Dans la colite de Crohn, l'apparition d'un cancer du côlon serait un risque comparable à celui de la colite ulcéreuse diffuse; il survient généralement 10 ans plus tôt par comparaison à son incidence dans la population générale et il est plus fréquent chez les sujets dont la maladie a débuté à l'enfance ou à l'adolescence.

CONCLUSIONS.

La maladie de Crohn (et la colite ulcéreuse) est une maladie d'étiologie inconnue vraisemblablement d'origine multifactorielle où une prédisposition génétique en relation avec l'interaction de plusieurs facteurs environnementaux auraient une influence prépondérante sur le déclenchement des manifestations inflammatoires locales et systémiques de cette maladie.

Les principaux facteurs de risque génétiques et environnementaux ont été discutés.

Références.

1) Medline 1991-96. Facteurs de risques: maladies inflammatoires intestinales.

2) Colombel JF. Gower-Rousseau C. "Etiology of Crohn's disease"

Presse Médicale. 23(12) : 558-60, 1994 Mar 26.

3) Cottone M. & coll. "Smoking habits and recurrence in Crohn's disease". Gastroenterology 106(3) ; 643-648, 1994 Mar.

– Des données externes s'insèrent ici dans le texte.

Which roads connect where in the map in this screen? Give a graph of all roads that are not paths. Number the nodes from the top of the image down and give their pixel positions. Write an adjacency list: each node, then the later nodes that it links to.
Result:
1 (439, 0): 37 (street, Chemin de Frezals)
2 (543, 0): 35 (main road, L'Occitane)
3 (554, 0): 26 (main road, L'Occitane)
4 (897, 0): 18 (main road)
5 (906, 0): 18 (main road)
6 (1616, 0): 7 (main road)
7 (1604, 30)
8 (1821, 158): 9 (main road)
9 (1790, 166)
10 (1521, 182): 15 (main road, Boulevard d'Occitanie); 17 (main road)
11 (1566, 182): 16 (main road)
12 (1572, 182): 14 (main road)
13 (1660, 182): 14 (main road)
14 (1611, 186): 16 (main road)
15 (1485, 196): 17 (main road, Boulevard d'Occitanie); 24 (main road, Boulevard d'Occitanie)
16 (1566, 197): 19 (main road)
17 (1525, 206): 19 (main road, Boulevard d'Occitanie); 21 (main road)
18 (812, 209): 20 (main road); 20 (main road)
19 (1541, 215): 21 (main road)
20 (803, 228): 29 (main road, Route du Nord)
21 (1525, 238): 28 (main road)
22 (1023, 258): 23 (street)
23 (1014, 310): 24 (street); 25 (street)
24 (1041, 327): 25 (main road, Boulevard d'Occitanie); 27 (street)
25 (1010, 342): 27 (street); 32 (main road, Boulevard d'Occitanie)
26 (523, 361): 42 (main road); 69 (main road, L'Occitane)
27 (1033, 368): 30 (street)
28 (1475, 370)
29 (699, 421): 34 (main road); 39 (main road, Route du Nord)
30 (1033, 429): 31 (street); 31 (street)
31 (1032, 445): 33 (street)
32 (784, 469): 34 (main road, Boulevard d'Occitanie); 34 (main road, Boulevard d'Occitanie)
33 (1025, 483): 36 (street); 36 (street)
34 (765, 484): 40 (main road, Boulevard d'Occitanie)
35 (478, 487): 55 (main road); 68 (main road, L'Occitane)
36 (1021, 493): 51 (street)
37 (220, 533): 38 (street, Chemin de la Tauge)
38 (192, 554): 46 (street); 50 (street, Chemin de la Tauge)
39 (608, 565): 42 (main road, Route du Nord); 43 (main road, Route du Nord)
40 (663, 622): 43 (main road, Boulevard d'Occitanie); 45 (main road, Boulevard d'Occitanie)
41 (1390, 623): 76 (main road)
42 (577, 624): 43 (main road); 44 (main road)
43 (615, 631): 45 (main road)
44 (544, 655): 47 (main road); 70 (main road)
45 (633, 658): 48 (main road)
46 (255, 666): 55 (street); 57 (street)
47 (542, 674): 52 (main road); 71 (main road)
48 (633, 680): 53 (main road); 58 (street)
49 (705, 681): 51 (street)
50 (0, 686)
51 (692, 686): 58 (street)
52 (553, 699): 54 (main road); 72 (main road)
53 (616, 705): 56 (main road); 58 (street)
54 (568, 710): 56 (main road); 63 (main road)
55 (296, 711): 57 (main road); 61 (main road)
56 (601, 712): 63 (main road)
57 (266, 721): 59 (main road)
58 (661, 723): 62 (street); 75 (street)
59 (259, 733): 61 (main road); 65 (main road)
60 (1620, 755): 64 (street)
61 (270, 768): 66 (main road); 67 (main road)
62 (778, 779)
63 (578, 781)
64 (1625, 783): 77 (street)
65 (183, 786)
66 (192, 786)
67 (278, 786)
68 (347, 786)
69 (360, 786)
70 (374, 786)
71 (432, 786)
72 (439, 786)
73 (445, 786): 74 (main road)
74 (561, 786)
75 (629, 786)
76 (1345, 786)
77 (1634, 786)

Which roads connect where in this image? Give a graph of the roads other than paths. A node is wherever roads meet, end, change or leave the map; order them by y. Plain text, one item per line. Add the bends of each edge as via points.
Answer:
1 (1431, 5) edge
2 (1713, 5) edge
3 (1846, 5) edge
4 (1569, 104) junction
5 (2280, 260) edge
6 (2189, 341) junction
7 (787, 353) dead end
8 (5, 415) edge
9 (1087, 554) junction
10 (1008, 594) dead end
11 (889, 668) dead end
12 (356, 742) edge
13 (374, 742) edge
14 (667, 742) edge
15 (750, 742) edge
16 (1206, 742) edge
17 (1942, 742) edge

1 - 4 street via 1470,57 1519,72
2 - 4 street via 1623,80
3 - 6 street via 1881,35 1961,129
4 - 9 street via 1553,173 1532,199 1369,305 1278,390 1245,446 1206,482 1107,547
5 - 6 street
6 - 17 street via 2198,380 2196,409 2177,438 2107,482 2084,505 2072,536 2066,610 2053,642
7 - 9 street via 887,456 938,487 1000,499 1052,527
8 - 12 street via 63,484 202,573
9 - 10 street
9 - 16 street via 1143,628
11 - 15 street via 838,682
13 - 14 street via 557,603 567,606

4) Thompson N. P. & coll. "Is measles vaccination a risk factor for inflam. bowel disease". Lancet 345 (comments:8957-8961) ; 1071-745 1995 April 29.

5) Gillen C D. & coll. "Crohn's disease and colorectal cancer". Gut. 35(5) ; 651-5, 1994 May.

6) Wurzelmann J. L. "Childhood infections and the risk of inflam. bowel diseases". Digestive Diseases & Sciences. 39(3) : 555-605 1994 Mar.